How do I securely manage one-off scripts to fix data? [closed]

Question

Occasionally, things go wrong with software. When things go wrong, one of the worst things that can happen is that the system leaves some data in an inconsistent or invalid state. Of course we try to reduce these cases, but they do happen.

When they happen, we often must take corrective action in the form of some data cleanup. (In addition to hardening the code that allowed the inconsistency.) Some of the techniques I've seen for that cleanup include

editing the production database directly
using a REPL like Rails's rails console to edit the production data through code
writing a script and then running it
writing a Rails migration and then running it

The script and migration versions have a couple of advantages over the direct-access versions:

the team can use pull-requests or other code-review techniques to ensure that the script will operate as expected
the script stays behind as a record of what the team did
the script can be run in non-production environments or in a "dry-run" mode

Unfortunately, if checked in, these scripts also have a significant security disadvantage: they leak PII or other sensitive data from the database into source control. For example,

# 2013-07-05: delete all of Susan Yee's OAuth tokens because she's locked out
User.find_by_email('susan.yee@example.com').oauth_tokens.delete_all!

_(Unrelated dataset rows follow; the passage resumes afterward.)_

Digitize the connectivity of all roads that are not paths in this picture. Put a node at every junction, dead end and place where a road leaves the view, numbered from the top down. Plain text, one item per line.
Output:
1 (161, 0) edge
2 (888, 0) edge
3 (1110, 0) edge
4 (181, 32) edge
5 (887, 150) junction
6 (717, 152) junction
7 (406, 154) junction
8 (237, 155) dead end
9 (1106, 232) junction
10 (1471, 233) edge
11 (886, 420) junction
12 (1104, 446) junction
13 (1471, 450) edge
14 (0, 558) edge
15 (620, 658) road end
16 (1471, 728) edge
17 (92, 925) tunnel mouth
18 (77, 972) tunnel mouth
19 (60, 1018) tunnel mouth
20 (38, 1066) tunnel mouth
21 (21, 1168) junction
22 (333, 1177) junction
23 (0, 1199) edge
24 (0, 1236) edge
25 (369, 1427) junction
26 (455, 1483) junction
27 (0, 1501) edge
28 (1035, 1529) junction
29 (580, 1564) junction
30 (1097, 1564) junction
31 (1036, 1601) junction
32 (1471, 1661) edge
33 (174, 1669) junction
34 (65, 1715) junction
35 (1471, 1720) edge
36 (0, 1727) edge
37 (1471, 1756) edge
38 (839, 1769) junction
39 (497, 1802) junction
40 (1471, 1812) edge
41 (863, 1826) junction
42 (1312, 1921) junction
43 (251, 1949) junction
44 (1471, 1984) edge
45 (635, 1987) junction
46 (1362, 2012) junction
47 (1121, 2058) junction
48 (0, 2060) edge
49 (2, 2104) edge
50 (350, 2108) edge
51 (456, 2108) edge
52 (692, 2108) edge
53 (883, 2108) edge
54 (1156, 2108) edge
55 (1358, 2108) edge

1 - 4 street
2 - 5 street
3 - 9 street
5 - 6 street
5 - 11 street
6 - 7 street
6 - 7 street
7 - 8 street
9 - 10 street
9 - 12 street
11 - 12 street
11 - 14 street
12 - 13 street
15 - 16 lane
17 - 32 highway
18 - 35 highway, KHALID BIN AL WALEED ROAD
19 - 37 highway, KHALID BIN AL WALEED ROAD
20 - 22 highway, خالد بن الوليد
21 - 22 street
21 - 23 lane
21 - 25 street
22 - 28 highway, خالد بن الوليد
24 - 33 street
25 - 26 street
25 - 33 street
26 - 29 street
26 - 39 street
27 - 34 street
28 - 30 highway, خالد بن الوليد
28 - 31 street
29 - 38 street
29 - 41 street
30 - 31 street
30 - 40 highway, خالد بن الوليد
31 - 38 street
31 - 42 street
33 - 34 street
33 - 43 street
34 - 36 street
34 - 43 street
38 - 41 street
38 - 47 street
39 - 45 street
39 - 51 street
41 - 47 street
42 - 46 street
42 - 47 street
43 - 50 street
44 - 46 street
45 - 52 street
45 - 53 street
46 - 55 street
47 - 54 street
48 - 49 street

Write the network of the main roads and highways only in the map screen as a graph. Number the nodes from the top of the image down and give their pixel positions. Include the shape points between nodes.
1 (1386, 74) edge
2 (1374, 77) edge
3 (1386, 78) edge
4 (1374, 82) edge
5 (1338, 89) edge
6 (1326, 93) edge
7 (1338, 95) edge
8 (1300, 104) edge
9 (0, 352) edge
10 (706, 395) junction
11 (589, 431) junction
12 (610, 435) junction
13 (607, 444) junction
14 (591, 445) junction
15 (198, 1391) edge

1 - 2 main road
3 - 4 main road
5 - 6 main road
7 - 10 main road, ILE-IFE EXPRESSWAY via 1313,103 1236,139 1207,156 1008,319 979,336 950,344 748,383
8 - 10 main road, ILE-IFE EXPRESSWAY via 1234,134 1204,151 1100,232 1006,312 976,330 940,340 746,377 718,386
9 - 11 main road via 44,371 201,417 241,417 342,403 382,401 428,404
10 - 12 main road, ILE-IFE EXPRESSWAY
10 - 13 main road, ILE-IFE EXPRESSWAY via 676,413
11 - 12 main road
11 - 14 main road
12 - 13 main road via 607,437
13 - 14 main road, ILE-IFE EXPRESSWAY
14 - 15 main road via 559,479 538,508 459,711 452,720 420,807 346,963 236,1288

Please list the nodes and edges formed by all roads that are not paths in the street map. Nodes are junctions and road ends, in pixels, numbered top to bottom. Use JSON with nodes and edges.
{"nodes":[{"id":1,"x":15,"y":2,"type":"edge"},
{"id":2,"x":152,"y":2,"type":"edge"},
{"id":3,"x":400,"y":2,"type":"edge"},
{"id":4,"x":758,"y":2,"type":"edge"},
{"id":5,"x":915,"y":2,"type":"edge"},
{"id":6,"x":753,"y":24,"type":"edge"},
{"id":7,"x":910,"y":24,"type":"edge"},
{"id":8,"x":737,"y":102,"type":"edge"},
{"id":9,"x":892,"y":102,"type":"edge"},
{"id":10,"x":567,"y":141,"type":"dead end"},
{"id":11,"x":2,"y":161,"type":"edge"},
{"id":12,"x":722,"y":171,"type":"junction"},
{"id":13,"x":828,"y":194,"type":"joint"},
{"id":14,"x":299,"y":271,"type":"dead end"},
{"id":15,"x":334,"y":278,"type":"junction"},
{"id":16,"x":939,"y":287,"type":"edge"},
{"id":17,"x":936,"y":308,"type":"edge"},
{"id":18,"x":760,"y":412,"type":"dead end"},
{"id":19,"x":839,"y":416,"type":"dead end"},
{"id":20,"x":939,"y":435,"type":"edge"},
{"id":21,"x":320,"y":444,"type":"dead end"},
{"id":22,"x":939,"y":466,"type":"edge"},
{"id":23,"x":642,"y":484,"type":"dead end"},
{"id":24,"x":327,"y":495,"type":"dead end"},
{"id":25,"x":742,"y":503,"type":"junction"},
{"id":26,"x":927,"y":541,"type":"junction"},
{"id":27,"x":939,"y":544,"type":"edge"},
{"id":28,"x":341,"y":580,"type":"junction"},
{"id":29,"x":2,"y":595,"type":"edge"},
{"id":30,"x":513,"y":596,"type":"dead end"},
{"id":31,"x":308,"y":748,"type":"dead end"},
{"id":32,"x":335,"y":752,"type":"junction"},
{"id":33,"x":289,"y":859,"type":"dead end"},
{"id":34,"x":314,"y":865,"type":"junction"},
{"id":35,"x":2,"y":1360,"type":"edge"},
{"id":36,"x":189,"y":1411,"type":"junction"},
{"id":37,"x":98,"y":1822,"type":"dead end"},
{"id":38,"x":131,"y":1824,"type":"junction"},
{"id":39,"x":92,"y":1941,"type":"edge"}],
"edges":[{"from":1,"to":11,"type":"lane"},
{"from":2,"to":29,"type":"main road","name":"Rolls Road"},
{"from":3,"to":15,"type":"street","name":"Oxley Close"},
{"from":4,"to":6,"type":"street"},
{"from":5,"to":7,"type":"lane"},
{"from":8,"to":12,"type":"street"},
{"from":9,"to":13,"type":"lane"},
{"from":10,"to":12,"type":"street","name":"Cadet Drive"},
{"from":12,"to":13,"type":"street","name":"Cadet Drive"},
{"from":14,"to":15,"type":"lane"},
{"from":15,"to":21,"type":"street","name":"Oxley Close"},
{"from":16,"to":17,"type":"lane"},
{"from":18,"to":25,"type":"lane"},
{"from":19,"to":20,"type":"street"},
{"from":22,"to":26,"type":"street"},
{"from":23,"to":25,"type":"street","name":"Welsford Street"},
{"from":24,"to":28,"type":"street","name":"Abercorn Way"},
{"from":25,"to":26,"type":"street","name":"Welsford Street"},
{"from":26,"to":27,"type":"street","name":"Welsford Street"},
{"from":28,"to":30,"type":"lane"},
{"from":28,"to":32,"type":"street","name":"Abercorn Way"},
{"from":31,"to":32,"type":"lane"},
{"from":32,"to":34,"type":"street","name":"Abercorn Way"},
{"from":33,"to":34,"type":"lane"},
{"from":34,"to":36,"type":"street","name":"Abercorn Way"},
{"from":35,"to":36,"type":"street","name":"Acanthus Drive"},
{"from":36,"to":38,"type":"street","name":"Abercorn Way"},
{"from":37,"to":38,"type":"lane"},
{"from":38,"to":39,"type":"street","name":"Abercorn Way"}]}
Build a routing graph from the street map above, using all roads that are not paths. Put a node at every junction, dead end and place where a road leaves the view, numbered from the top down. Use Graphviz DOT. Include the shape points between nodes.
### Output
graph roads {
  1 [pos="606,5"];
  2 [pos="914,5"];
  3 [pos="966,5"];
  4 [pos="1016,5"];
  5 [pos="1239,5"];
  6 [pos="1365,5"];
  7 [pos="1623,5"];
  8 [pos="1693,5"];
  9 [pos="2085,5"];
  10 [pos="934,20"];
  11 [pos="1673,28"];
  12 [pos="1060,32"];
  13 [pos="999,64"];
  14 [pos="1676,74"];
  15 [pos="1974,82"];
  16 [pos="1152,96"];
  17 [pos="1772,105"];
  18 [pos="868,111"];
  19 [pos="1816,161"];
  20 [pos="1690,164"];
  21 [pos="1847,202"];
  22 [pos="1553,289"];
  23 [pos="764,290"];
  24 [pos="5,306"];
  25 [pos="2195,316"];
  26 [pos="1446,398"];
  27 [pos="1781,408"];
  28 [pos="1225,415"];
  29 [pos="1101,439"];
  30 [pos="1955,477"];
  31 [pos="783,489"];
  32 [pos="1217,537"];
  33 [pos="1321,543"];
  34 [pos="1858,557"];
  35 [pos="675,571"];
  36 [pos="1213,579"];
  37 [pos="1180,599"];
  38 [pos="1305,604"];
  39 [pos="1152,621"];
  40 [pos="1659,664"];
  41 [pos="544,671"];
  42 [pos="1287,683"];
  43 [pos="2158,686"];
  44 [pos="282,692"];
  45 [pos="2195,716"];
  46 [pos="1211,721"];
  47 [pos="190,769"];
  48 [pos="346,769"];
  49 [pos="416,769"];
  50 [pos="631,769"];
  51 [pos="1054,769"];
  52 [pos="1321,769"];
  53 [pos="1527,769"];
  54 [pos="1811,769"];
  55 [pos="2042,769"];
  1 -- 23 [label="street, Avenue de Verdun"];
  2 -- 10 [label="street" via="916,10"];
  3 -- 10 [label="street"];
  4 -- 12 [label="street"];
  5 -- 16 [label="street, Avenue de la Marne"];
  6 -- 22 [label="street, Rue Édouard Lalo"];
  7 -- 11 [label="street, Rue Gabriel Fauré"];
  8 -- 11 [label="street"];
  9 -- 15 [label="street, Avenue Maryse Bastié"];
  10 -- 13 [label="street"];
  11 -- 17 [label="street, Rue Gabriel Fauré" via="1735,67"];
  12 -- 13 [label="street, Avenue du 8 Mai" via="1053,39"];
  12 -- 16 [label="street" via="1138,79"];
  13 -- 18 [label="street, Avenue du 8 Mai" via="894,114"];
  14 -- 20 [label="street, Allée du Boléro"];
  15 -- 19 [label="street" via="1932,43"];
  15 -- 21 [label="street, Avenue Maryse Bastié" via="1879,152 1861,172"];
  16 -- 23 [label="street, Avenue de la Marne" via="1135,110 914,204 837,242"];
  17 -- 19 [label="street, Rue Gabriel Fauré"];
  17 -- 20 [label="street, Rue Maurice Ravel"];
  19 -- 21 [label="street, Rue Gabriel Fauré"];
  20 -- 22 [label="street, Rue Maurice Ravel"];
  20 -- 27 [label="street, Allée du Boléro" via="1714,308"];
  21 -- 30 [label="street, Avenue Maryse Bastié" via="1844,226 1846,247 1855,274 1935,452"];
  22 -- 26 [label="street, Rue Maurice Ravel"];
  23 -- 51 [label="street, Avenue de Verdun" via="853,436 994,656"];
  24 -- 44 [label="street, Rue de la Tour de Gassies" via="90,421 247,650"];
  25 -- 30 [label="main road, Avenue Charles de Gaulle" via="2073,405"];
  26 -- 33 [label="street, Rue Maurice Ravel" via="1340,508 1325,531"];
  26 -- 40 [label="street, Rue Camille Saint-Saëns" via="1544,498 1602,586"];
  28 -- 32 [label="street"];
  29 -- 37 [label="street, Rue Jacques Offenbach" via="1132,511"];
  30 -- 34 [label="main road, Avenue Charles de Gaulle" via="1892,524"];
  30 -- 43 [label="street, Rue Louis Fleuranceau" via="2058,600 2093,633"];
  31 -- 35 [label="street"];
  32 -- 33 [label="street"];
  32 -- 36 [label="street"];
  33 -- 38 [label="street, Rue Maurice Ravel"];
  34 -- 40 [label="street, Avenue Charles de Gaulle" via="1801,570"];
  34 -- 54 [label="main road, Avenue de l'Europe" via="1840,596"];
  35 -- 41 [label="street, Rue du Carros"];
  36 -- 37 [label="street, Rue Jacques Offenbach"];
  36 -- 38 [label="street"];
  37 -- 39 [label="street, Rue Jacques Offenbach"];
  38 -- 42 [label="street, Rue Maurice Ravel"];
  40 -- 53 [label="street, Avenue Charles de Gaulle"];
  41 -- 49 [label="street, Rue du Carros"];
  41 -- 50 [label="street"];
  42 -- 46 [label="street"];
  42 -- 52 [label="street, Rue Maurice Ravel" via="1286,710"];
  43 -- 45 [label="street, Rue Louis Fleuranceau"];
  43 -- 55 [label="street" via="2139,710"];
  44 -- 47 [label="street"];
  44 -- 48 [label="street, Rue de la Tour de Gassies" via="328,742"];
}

I can think of a couple solutions to this risk:

prefer opaque identifiers in the script. I'm for this, but (a) it's not always possible and (b) it also obfuscates exactly what is happening, reducing the value of the audit log.
move all source-control inside your firewall. This is definitely more secure, but means the team can't take advantage of many cloud-based tools (e.g. Code Climate, TravisCI)
separate the scripts from the seed data. Write the scripts in a parameterized fashion even though they will only be used once. This keeps the sensitive data out of source-control, but it means the record of what was done is harder to piece together.

Does anyone have a proven technique?

mdesantis · Accepted Answer

I'll start by saying that the corrective actions I had to do during my work have never been so frequent or complex to require the writing of dedicated scripts; so I've always stopped to the points 1. and 2. that you said (editing database directly or using rails console).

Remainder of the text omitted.